The FSM must ensure that the instruction memory is fetched before starting the execution phase.

It gets more complex with the LDCx instructions because another round goes through the instruction memory. And if the destination is PC, yet another cycle is added to fetch the instruction instead of using PC+1.

OTOH, the core state FSM has to receive orders from outside, latch them and send the appropriate commands to the other FSM. Reset is asserted there, since no "general RESET" signal would be propagated through the whole chip, further simplifying the implementation.

This FSM receives a code from outside and latches it before interpretation. During debug, it deals with the usual start/step/stop commands, though it defaults to start after power-up. A fourth command can be RESET to force a reload of the program memory (if you change the source code to debug or if INV wants to switch to a different code page).

So we get the following command codes :

Start11Run the system
Step10execute one instruction then pause the core.
Stop01pause the core at the end of the instruction.
Reset00pause the core and reset FSM
(reload instructions when another
command is received)

The default command is Start when the core wakes up, and it can be modified (from input pins or through the debug interface).

The FSM can have more states to deal with initialisation. It is clocked by (and synchronised to) the core clock. Its value should be read back by the user after every command to ensure the proper value is latched and the FSM is in a coherent state.

The five steps (so far) are:

StateDescriptionHow to get there
ResetJust do nothing.
Clear PC and some
eventual SR flags.
receive the RESET command
or external signal.
Loadcopy external data to
instruction memory,
increment PC for each
new word.
ext. Reset signal is
de-asserted and receive
command (other than Reset)
Stopwait, do nothing.
- Load is finished (PC overflow)
- received Stop when in Run
- when in state Step
StepExecute one instruction
- received Step command
RunLet the core do its thing- received Start command
when in Stop state

I hope it's clear.

The instruction FSM has 4 states:

StateDescriptionhow to get there
IDLEDo nothing.
- opcode=INV in state INST
- state/= Step and state /= Run
decode and execute instruction
- LDCX & SND /= PC
- WrPC
- IDLE & State=RUN or STEP
cycle to read instruction memory
state=INST and opcode=LDCH/LDCL
extra cycle to fetch instruction
state=INST or LDCX and SND=PC and opcode/=SET|CALL

These states have different names to prevent confusion between both FSMs.

From there, the code is pretty easy to write...

Note : the split FSM makes them easier to run fast and less prone to bugs.

The size for storing the states is marginally larger, but the decoding logic probably smaller.

The significant difference is the latency and delay : there is about two clock cycles of delay between the arrival of a new command and the start of the execution of an instruction.

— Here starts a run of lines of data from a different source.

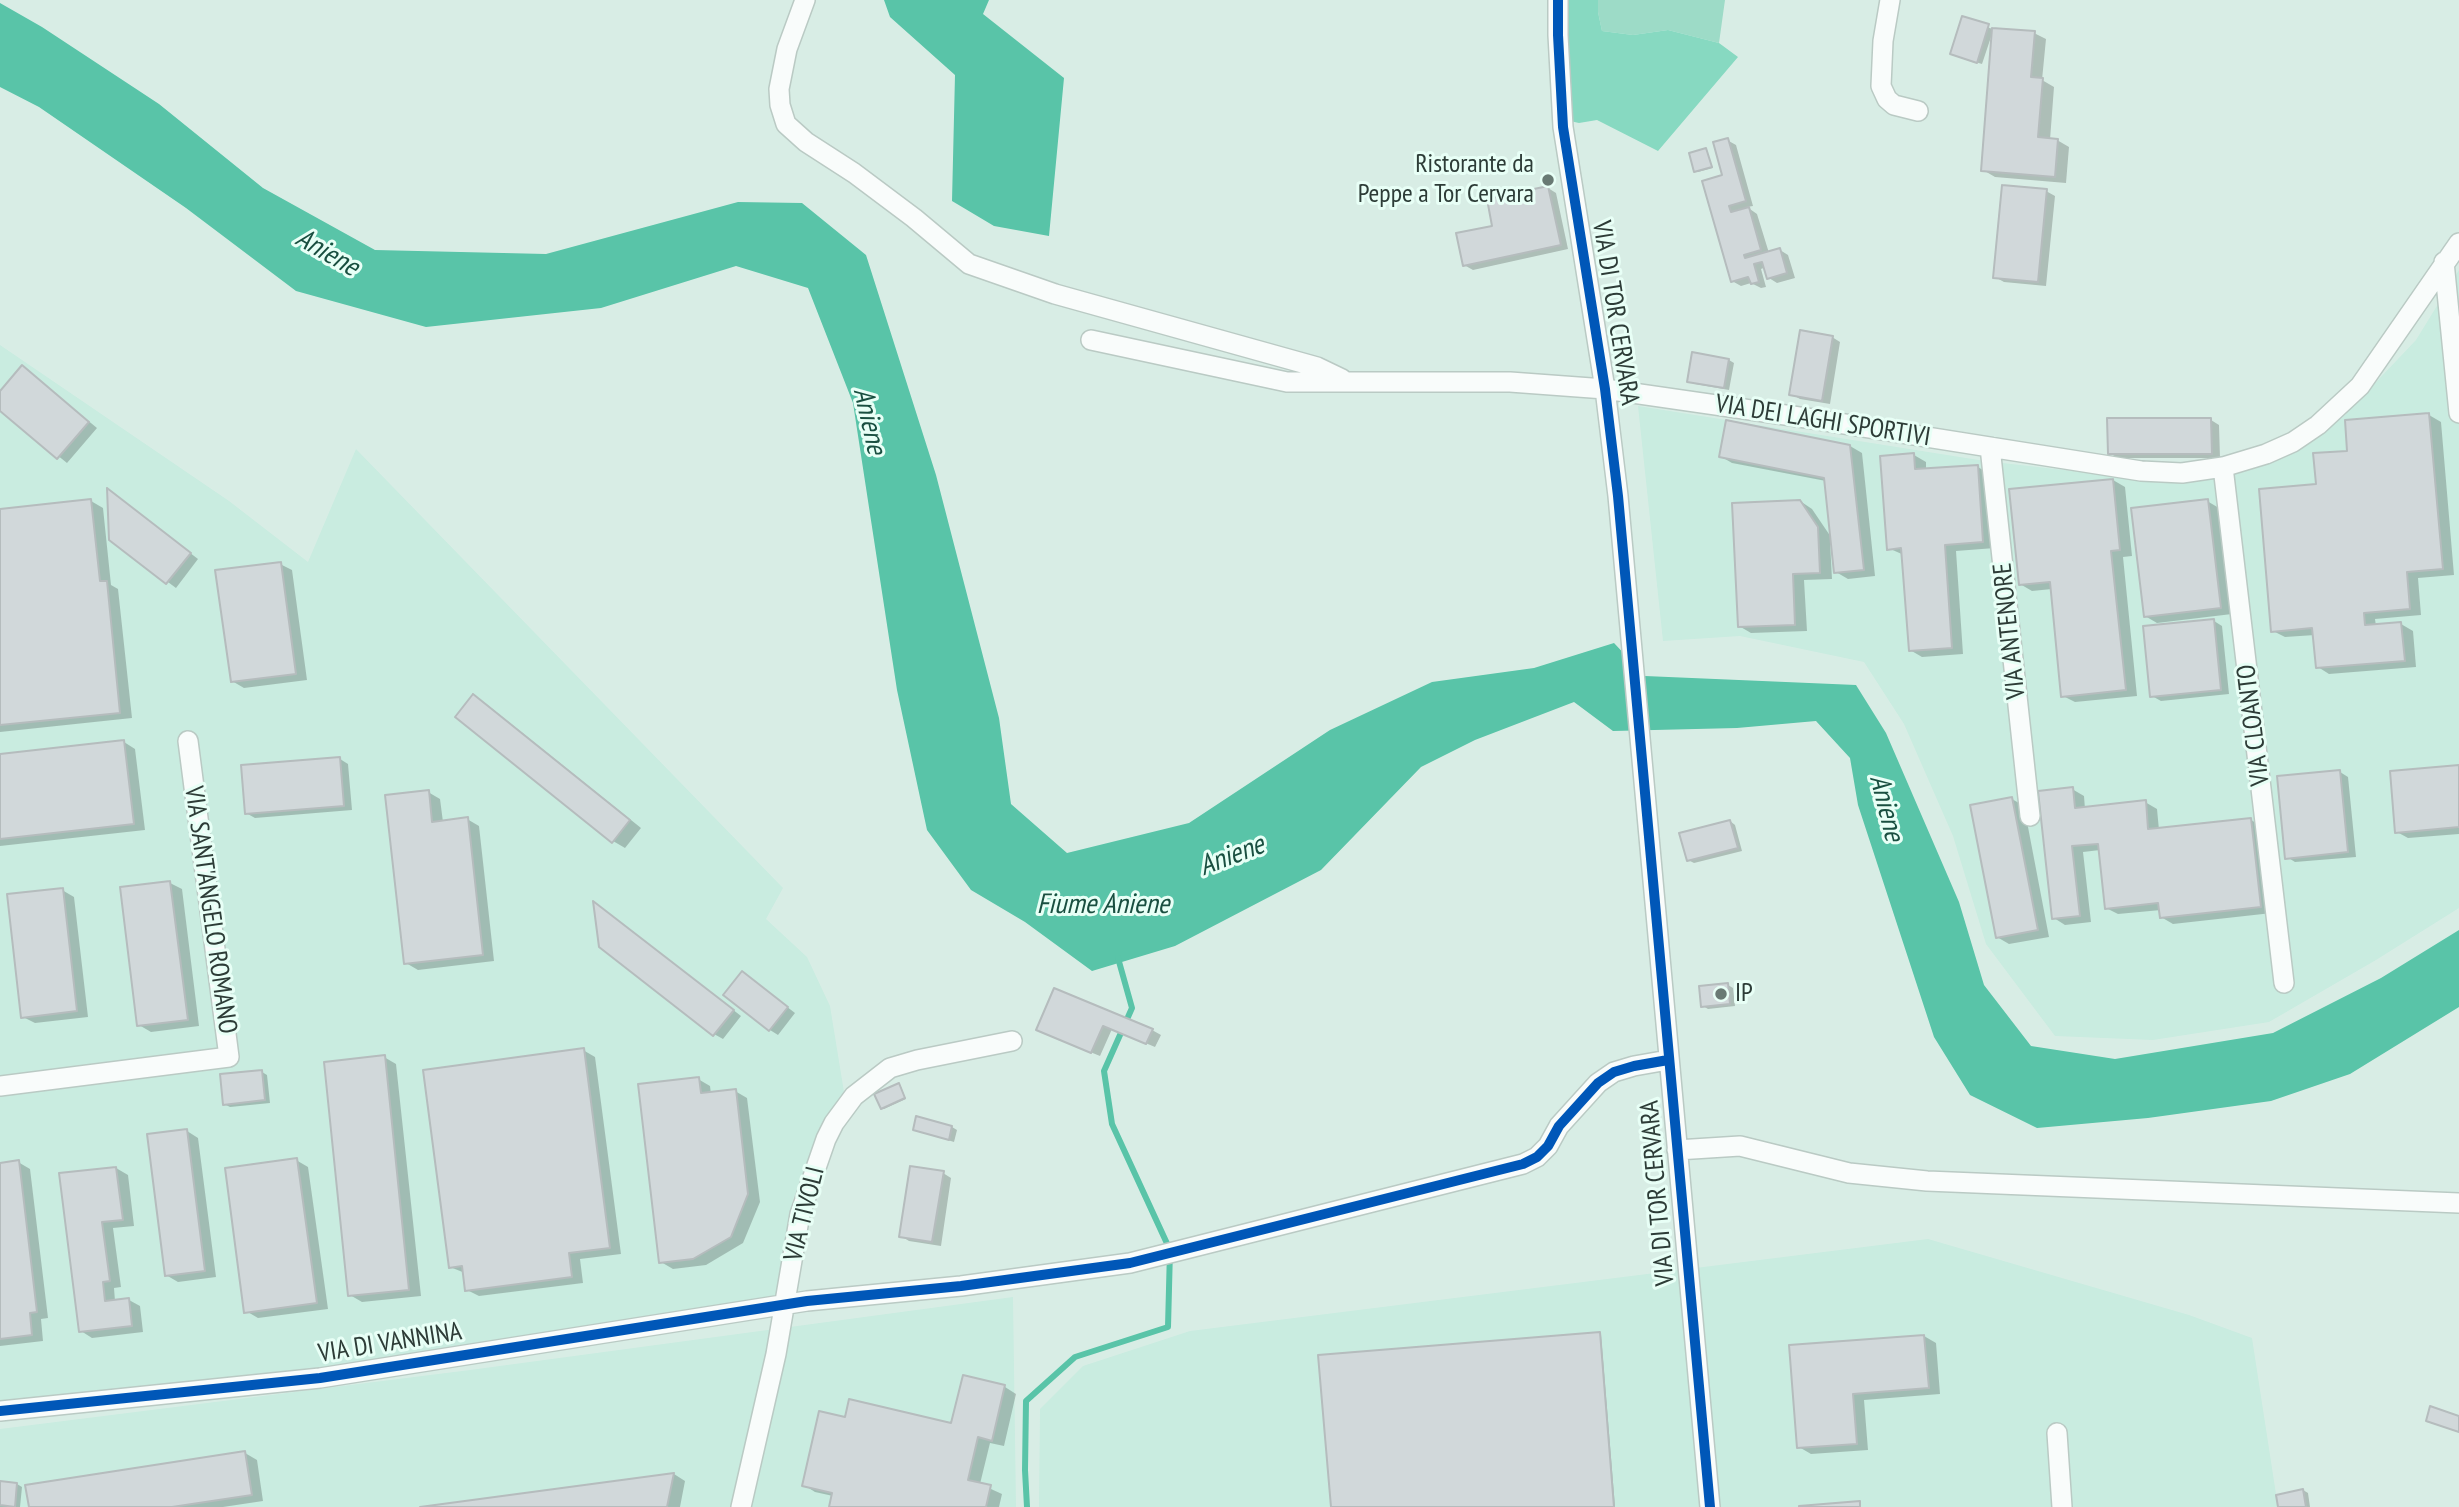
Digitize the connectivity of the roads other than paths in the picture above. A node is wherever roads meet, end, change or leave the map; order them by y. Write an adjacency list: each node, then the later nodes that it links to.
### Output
1 (806, 0): 8 (street)
2 (1558, 0): 9 (street, VIA DI TOR CERVARA)
3 (1890, 0): 4 (street)
4 (1918, 111)
5 (2459, 243): 6 (street, VIA DEI LAGHI SPORTIVI)
6 (2445, 262): 10 (street); 12 (street, VIA DEI LAGHI SPORTIVI)
7 (1091, 340): 8 (street, VIA DEI LAGHI SPORTIVI)
8 (1346, 381): 9 (street, VIA DEI LAGHI SPORTIVI)
9 (1605, 389): 11 (street, VIA DEI LAGHI SPORTIVI); 17 (street, VIA DI TOR CERVARA)
10 (2459, 413)
11 (1990, 447): 12 (street, VIA DEI LAGHI SPORTIVI); 14 (street, VIA ANTENORE)
12 (2223, 467): 15 (street, VIA CLOANTO)
13 (188, 741): 18 (street, VIA SANT'ANGELO ROMANO)
14 (2030, 816)
15 (2284, 983)
16 (1012, 1041): 21 (street, VIA TIVOLI)
17 (1668, 1059): 19 (street, VIA DI TOR CERVARA); 21 (street, VIA DI VANNINA)
18 (0, 1086)
19 (1677, 1150): 20 (street); 25 (street, VIA DI TOR CERVARA)
20 (2459, 1203)
21 (785, 1305): 22 (street, VIA DI VANNINA); 24 (street, VIA TIVOLI)
22 (0, 1411)
23 (2057, 1433): 26 (street)
24 (741, 1507)
25 (1710, 1507)
26 (2062, 1507)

This is not a severe problem because the debug interface will be significantly slower than the core.

Crude simulations shows the "Phase FSM" has a flaw that allows a transition from IDLE to INST when the opcode is INV. This condition should put the FSM into a different state that is exited when a new command is received... I'm updating the code & sketches.

This system will now clearly refuse to execute any INV instruction, even in debug mode.